##### Given records

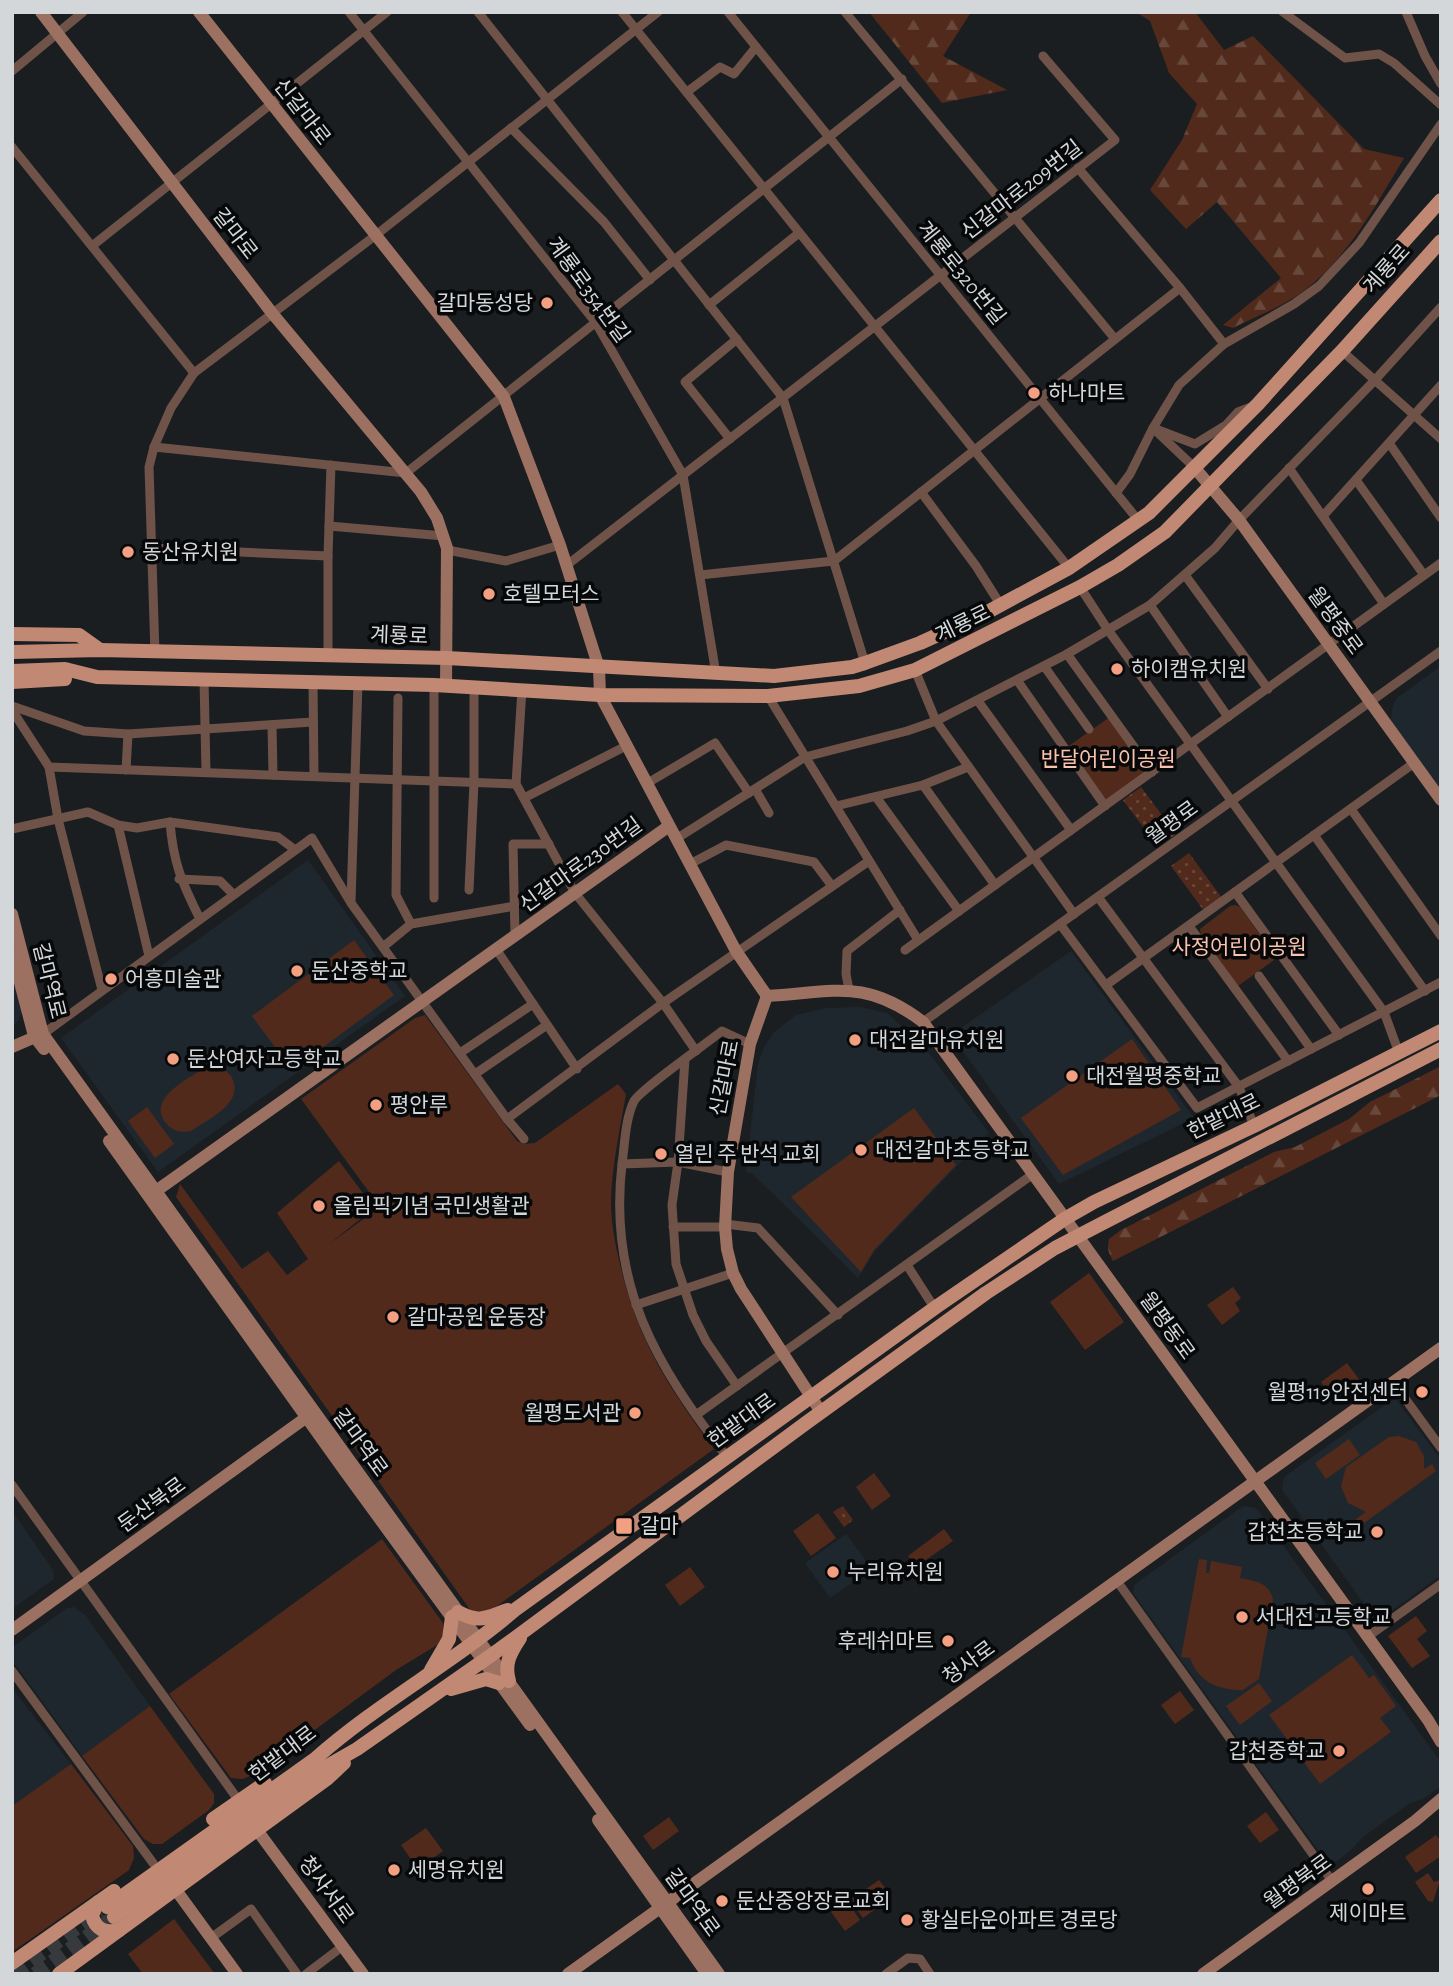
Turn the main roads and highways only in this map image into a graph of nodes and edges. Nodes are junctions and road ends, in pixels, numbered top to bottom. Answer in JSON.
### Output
{"nodes":[{"id":1,"x":1441,"y":200,"type":"edge"},
{"id":2,"x":1441,"y":241,"type":"edge"},
{"id":3,"x":12,"y":634,"type":"edge"},
{"id":4,"x":100,"y":650,"type":"junction"},
{"id":5,"x":12,"y":652,"type":"edge"},
{"id":6,"x":12,"y":671,"type":"edge"},
{"id":7,"x":97,"y":677,"type":"junction"},
{"id":8,"x":12,"y":682,"type":"edge"},
{"id":9,"x":1441,"y":1031,"type":"edge"},
{"id":10,"x":1441,"y":1049,"type":"edge"},
{"id":11,"x":516,"y":1609,"type":"junction"},
{"id":12,"x":530,"y":1626,"type":"junction"},
{"id":13,"x":426,"y":1677,"type":"junction"},
{"id":14,"x":439,"y":1690,"type":"junction"},
{"id":15,"x":343,"y":1734,"type":"junction"},
{"id":16,"x":357,"y":1749,"type":"junction"},
{"id":17,"x":109,"y":1914,"type":"junction"},
{"id":18,"x":12,"y":1963,"type":"edge"},
{"id":19,"x":59,"y":1974,"type":"edge"}],
"edges":[{"from":1,"to":4,"type":"main road","name":"계룡로"},
{"from":2,"to":7,"type":"main road","name":"계룡로"},
{"from":3,"to":4,"type":"main road"},
{"from":4,"to":5,"type":"main road","name":"계룡로"},
{"from":6,"to":7,"type":"main road","name":"계룡로"},
{"from":7,"to":8,"type":"main road"},
{"from":9,"to":11,"type":"main road","name":"한밭대로"},
{"from":10,"to":12,"type":"main road","name":"한밭대로"},
{"from":11,"to":13,"type":"main road","name":"한밭대로"},
{"from":11,"to":13,"type":"main road"},
{"from":12,"to":14,"type":"main road","name":"한밭대로"},
{"from":12,"to":14,"type":"main road"},
{"from":13,"to":15,"type":"main road","name":"한밭대로"},
{"from":14,"to":16,"type":"main road","name":"한밭대로"},
{"from":15,"to":17,"type":"main road","name":"한밭대로"},
{"from":15,"to":17,"type":"main road"},
{"from":16,"to":17,"type":"main road","name":"한밭대로"},
{"from":16,"to":17,"type":"main road"},
{"from":17,"to":18,"type":"main road"},
{"from":17,"to":19,"type":"main road"}]}
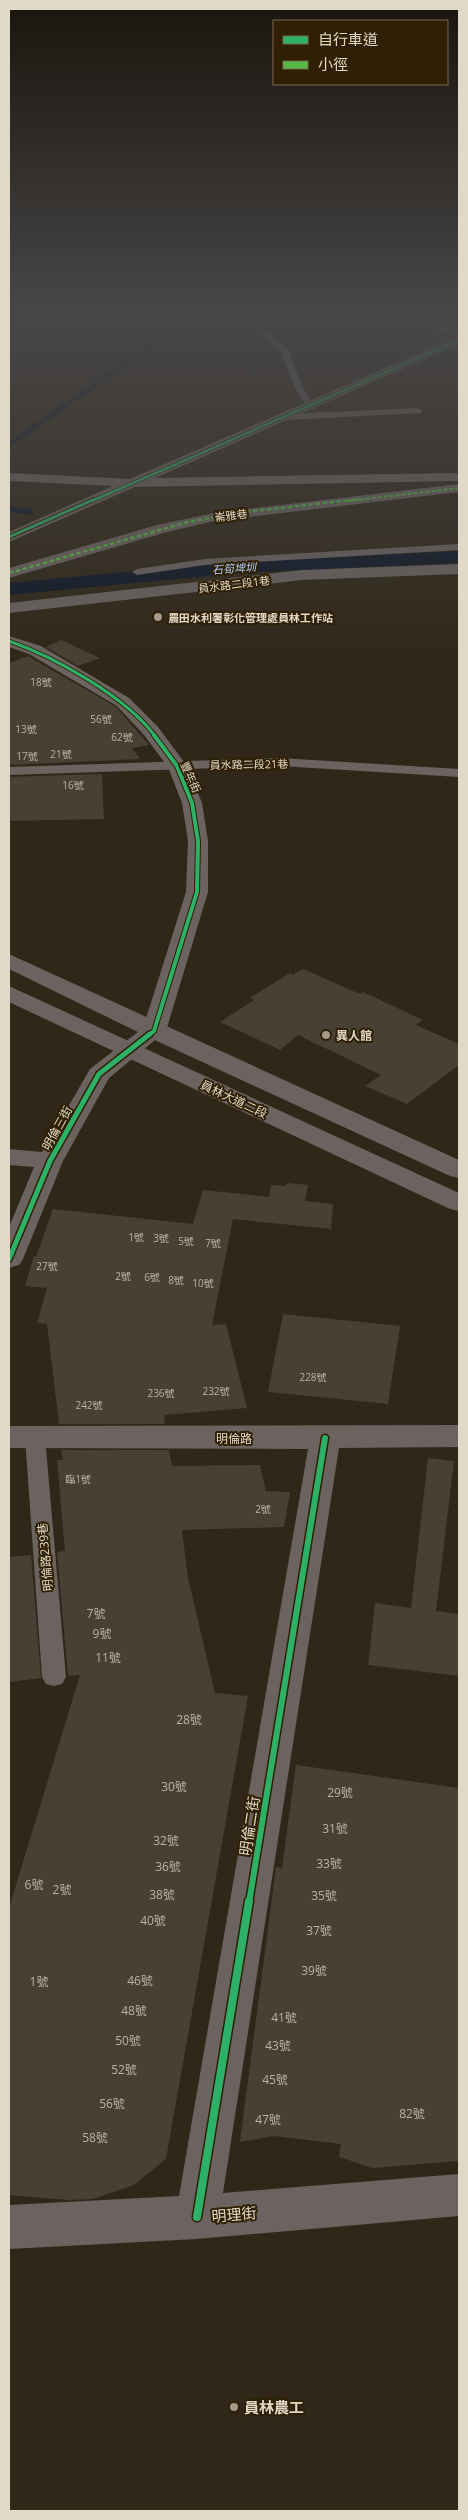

##########

### The problem:
In the listing above, find the lines holding the word "edges" and copy them.

### Answer area:
Turn the main roads and highways only in this map image into a graph of nodes and edges. Nodes are junctions and road ends, in pixels, numbered top to bottom. Answer in JSON.
"edges":[{"from":1,"to":4,"type":"main road","name":"계룡로"},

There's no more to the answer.